__Problem to work on__: From the entries that follow, copy every line with the word "dead".

*****

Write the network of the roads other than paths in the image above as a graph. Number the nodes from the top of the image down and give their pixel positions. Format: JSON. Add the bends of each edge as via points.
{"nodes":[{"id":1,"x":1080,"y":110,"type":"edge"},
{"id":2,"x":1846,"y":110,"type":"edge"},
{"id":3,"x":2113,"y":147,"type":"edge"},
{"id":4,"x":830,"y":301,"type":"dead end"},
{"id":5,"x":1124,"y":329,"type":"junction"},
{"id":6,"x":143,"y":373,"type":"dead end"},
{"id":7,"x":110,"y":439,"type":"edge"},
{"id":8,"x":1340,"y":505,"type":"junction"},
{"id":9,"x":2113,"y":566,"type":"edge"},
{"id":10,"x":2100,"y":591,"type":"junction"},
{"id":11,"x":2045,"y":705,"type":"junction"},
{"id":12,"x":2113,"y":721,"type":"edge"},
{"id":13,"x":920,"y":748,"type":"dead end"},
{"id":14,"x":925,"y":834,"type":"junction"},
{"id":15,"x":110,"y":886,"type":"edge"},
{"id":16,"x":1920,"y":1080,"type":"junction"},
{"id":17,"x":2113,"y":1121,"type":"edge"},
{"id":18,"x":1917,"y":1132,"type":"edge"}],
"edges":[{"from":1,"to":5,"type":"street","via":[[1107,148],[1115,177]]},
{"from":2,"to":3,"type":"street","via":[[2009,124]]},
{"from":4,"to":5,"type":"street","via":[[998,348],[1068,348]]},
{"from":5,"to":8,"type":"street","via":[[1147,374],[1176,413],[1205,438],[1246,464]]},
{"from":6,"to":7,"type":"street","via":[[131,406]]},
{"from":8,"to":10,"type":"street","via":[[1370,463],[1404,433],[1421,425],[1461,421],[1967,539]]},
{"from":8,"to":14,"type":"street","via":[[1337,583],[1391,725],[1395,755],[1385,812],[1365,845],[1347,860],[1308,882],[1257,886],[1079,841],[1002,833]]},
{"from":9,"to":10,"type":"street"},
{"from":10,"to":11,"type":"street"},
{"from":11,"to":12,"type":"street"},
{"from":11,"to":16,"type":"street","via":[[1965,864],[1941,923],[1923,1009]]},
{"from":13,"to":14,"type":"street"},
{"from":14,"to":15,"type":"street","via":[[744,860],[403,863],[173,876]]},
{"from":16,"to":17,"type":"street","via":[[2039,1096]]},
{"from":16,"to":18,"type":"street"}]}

*****

__Exercise answer__:
{"id":4,"x":830,"y":301,"type":"dead end"},
{"id":6,"x":143,"y":373,"type":"dead end"},
{"id":13,"x":920,"y":748,"type":"dead end"},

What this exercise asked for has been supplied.